During the experiments, the test participants sometimes indicated that the vibrations felt like tingling. This effect could be reduced by removing higher frequencies or shifting them down. However, this processing also weakened the perceived tactile intensity of broadband transients. The question arises, what relevance do transients have for the perceived quality of music compared with steady-state vibrations? One approach to reduce the tingling sensations for steady-state tones and simultaneously keep transients unaffected would be to fade continuous vibrations with a long attack and a short release using a compressor. This type of temporal processing appears to be promising based on an unpublished pilot study and should be further evaluated.

Another approach for conveying audio-related vibration would be to code auditory pitch information into a different tactile dimension. For example, it would be possible to transform the pitch of a melody into the location of vibration along the forearm, tongue, or back using multiple vibration actuators. This frequency-to-place transformation approach is usually applied in the context of tactile hearing aids, in which the tactile channel is used to replace the corrupt auditory perception [20, 40]. However, in such sensory substitution systems, the transformation code needs to be learned. It has been shown in this study that it might not be necessary to code all available auditory information into the tactile channel to improve the perceived quality of music. Still, there is creative potential using this approach, which was applied in several projects [10, 11, 15].

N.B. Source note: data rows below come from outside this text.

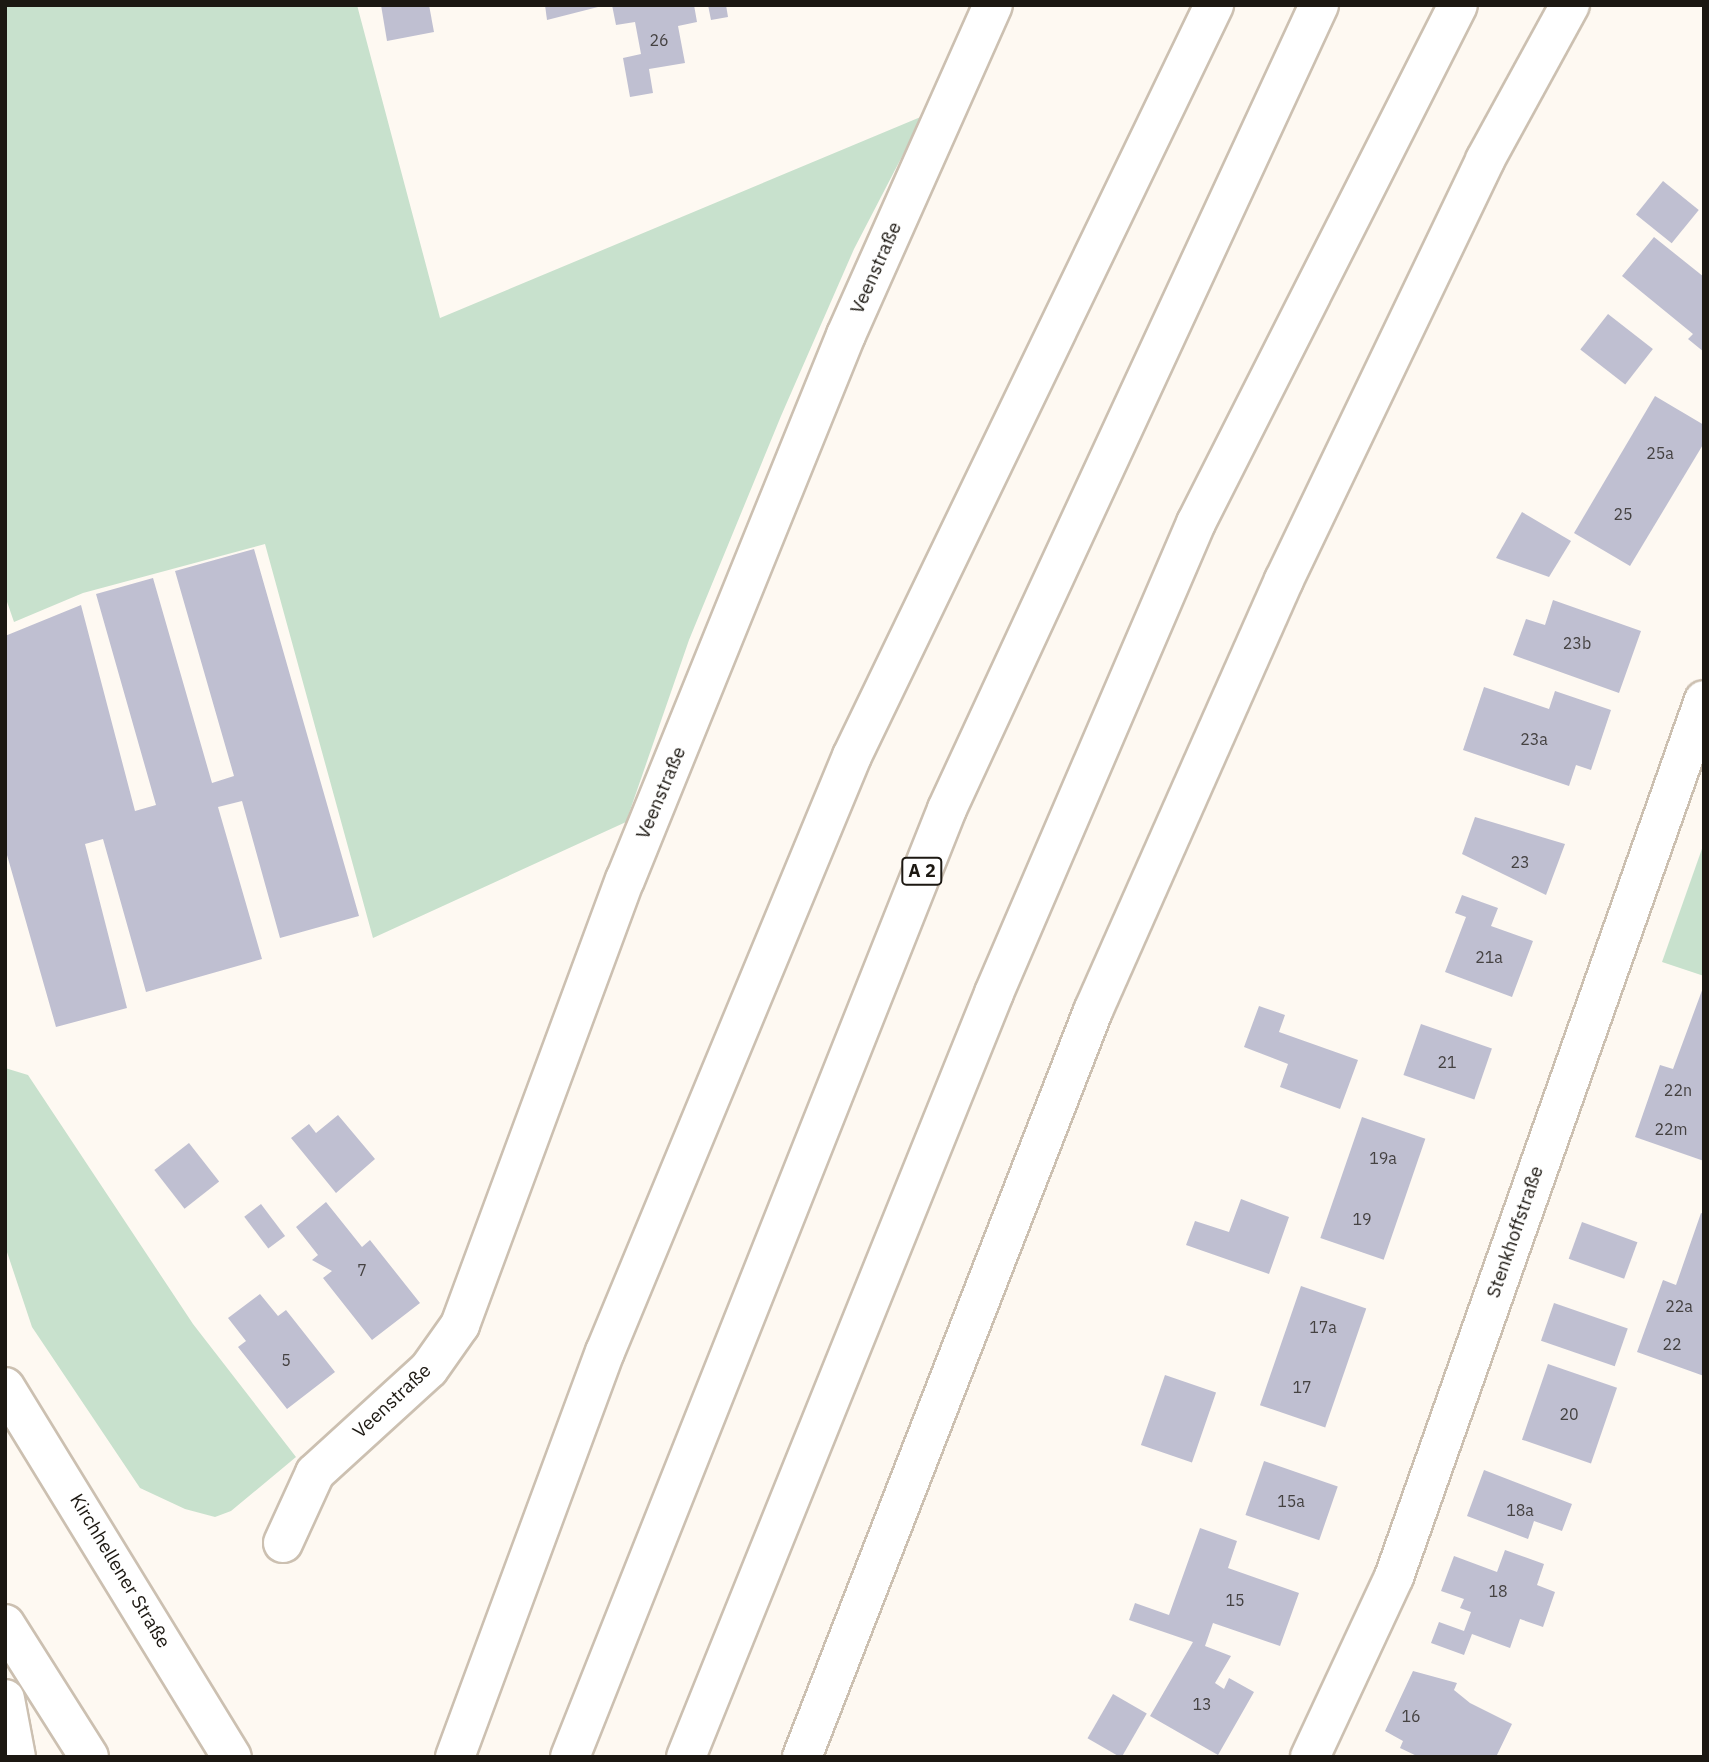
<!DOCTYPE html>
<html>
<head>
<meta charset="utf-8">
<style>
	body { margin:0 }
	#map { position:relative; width:1709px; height:1762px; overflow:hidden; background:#fef9f2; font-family:"IBM Plex Sans",sans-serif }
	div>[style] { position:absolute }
	.green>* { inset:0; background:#c8e1cd }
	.building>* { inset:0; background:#bfbfd1; transform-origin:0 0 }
	.roads { filter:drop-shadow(2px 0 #ccc0b1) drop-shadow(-2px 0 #ccc0b1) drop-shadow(0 2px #ccc0b1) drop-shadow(0 -2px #ccc0b1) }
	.street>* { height:38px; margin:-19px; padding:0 19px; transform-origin:19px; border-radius:19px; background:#fff }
	.secondary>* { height:38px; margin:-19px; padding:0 19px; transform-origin:19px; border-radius:19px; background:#fff }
	.highway>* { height:38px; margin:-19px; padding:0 19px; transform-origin:19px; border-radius:19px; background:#fff }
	span { translate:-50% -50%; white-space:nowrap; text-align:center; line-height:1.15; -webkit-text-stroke:5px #fff; paint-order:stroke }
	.number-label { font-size:16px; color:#454242 }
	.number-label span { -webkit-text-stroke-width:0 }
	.shield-label span { padding:2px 5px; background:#fff; border:2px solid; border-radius:5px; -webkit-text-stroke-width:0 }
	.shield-label { font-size:18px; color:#1c1812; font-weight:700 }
	.street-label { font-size:19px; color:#1c1812 }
	.frame { position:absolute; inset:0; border:7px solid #1c1812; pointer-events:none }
</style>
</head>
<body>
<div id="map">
	<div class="green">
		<div style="clip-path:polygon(5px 5px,357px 5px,440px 318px,923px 116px,854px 249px,781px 416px,689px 640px,626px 822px,373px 938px,265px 544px,83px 593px,14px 622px,5px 596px)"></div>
		<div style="clip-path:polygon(1704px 843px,1704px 976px,1662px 962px)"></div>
		<div style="clip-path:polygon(5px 1068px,28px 1075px,193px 1324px,296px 1457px,231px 1511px,215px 1517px,185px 1509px,140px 1488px,32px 1327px,5px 1246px)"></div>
	</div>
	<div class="building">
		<div style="clip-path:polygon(381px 5px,429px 5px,434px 32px,387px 41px)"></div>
		<div style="clip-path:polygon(545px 5px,598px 5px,598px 7px,547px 20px)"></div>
		<div style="clip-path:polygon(612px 5px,694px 5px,697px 22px,678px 26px,685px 63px,649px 69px,653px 93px,630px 97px,623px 58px,641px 54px,635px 22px,616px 25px)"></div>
		<div style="clip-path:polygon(708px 5px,726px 5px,728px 17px,711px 20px)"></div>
		<div style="left:1663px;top:181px;width:46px;height:43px;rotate:39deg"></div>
		<div style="clip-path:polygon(1654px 237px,1704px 277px,1704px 352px,1688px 339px,1693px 334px,1622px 276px)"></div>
		<div style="left:1608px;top:314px;width:57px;height:45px;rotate:38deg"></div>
		<div style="clip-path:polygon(1655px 396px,1704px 425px,1704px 443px,1630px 566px,1574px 533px)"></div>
		<div style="clip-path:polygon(1522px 512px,1571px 541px,1549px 577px,1496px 558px)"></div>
		<div style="clip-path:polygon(254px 549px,359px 916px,280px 938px,242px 801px,218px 807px,262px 959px,146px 992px,103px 839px,85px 844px,127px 1008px,56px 1027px,5px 848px,5px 636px,81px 605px,135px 811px,156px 805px,96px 594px,153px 578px,212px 783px,234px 776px,175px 571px)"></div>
		<div style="clip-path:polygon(1553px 600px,1641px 631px,1619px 693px,1513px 655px,1526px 619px,1545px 625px)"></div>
		<div style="clip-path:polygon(1484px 687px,1549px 709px,1555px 691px,1611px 710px,1591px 770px,1576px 765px,1569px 786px,1463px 750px)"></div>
		<div style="clip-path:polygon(1475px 817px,1565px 844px,1546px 895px,1462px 854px)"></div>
		<div style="clip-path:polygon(1462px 895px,1498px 908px,1491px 926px,1533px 941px,1512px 997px,1445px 972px,1466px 917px,1455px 913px)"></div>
		<div style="clip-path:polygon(1704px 985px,1704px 1161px,1635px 1137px,1660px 1065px,1673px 1069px)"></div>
		<div style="clip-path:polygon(1259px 1006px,1285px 1015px,1279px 1032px,1358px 1060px,1340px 1109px,1280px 1087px,1288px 1064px,1244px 1047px)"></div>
		<div style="left:1421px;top:1024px;width:75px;height:54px;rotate:19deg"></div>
		<div style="clip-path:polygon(338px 1115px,375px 1159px,336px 1193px,291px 1138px,309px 1124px,316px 1133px)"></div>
		<div style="left:1362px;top:1117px;width:67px;height:128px;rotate:19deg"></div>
		<div style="left:189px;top:1143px;width:49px;height:44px;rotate:52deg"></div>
		<div style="clip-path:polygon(1241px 1199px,1289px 1217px,1269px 1274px,1186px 1245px,1195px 1221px,1229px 1232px)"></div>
		<div style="clip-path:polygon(326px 1202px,362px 1247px,370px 1240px,420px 1303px,372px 1340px,323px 1278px,332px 1271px,312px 1260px,318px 1255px,296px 1227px)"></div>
		<div style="left:261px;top:1204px;width:40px;height:21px;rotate:53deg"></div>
		<div style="clip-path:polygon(1701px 1213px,1704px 1214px,1704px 1376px,1637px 1352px,1663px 1280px,1676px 1285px)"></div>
		<div style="left:1582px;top:1222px;width:59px;height:39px;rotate:20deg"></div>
		<div style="left:1301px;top:1286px;width:69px;height:126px;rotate:19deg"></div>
		<div style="clip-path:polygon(260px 1294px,278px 1316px,286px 1310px,335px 1372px,287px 1409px,238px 1347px,246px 1341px,228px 1318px)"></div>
		<div style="left:1554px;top:1303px;width:78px;height:40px;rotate:19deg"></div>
		<div style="left:1548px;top:1364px;width:73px;height:80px;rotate:19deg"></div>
		<div style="left:1165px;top:1375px;width:54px;height:74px;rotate:19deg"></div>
		<div style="left:1264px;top:1461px;width:78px;height:57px;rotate:19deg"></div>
		<div style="clip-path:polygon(1484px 1470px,1572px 1504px,1562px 1531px,1534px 1521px,1528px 1539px,1467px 1516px)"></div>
		<div style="clip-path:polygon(1200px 1528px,1237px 1541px,1228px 1568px,1299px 1593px,1280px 1646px,1213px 1623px,1205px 1646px,1231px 1656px,1215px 1683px,1224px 1689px,1229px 1678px,1254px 1692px,1218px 1755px,1150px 1716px,1193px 1642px,1129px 1620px,1135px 1603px,1169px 1615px)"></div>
		<div style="clip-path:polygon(1505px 1550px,1544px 1564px,1537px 1585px,1555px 1592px,1543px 1627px,1520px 1619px,1510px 1648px,1472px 1634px,1464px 1655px,1431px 1643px,1439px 1622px,1464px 1631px,1471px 1612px,1460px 1608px,1464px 1599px,1441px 1591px,1454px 1556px,1497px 1572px)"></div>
		<div style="clip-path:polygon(1413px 1671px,1457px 1683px,1454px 1690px,1470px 1703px,1512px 1724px,1496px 1757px,1419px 1757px,1400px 1748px,1403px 1741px,1385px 1731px)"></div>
		<div style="left:1113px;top:1694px;width:39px;height:51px;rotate:30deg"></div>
	</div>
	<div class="roads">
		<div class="street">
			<div style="left:283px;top:1543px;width:77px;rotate:-65.4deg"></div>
			<div style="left:315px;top:1473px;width:154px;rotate:-42.4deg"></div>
			<div style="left:429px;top:1369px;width:54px;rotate:-54.8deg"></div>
			<div style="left:460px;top:1325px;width:475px;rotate:-69.7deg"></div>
			<div style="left:625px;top:880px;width:588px;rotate:-67.93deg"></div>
			<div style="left:846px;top:335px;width:361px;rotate:-66deg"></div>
			<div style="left:1310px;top:1757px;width:199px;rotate:-65deg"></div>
			<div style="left:1394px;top:1577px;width:930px;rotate:-70.53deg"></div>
		</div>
		<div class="secondary">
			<div style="left:5px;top:1387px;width:434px;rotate:58.5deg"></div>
			<div style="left:5px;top:1624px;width:157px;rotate:57.7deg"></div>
		</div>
		<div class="highway">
			<div style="left:5px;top:1699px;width:59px;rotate:79.3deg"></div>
			<div style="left:455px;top:1757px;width:432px;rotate:-69.7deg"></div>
			<div style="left:605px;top:1352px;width:645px;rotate:-67.49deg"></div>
			<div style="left:852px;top:756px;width:834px;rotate:-64.26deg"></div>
			<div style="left:570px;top:1757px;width:1020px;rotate:-68.31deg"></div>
			<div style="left:947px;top:809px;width:886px;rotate:-65.17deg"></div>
			<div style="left:686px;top:1757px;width:824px;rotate:-68.04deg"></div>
			<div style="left:994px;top:993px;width:512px;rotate:-66.74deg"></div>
			<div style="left:1196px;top:523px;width:580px;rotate:-63.17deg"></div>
			<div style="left:802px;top:1757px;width:801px;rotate:-68.69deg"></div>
			<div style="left:1093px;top:1011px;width:471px;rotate:-66.1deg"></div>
			<div style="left:1284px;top:580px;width:466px;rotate:-64.4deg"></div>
			<div style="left:1485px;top:160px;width:177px;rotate:-61.3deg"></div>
		</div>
	</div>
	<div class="number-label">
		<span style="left:659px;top:40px">26</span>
		<span style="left:1660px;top:453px">25a</span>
		<span style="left:1623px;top:514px">25</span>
		<span style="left:1577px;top:643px">23b</span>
		<span style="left:1534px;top:739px">23a</span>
		<span style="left:1520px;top:862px">23</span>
		<span style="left:1489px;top:957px">21a</span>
		<span style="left:1447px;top:1062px">21</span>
		<span style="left:1678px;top:1090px">22n</span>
		<span style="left:1671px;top:1129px">22m</span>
		<span style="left:1383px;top:1158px">19a</span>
		<span style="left:1362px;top:1219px">19</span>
		<span style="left:362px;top:1270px">7</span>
		<span style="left:1679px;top:1306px">22a</span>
		<span style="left:1323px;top:1327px">17a</span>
		<span style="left:1672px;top:1344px">22</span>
		<span style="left:286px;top:1360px">5</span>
		<span style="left:1302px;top:1387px">17</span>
		<span style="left:1569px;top:1414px">20</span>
		<span style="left:1291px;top:1501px">15a</span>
		<span style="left:1520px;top:1510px">18a</span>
		<span style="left:1498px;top:1591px">18</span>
		<span style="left:1235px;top:1600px">15</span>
		<span style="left:1202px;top:1704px">13</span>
		<span style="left:1411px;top:1716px">16</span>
	</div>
	<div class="shield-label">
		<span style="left:922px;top:871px">A 2</span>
	</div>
	<div class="street-label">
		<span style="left:876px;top:268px;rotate:-66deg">Veenstraße</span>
		<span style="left:661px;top:793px;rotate:-67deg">Veenstraße</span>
		<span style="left:1515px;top:1232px;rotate:-71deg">Stenkhoffstraße</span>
		<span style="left:392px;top:1401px;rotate:-43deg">Veenstraße</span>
		<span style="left:120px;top:1571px;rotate:59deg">Kirchhellener Straße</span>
	</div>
	<div class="frame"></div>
</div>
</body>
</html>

Another interesting effect is the influence of vibrations on loudness perception at low frequencies, the so-called auditory-tactile loudness illusion [33]. It was demonstrated that tones were perceived to be louder when vibrations were reproduced simultaneously via a seat. This illusion can be used to reduce the bass level in a discotheque or an automobile entertainment system [29] and might have an effect on the ideal low-frequency audio equalization in a music reproduction scenario.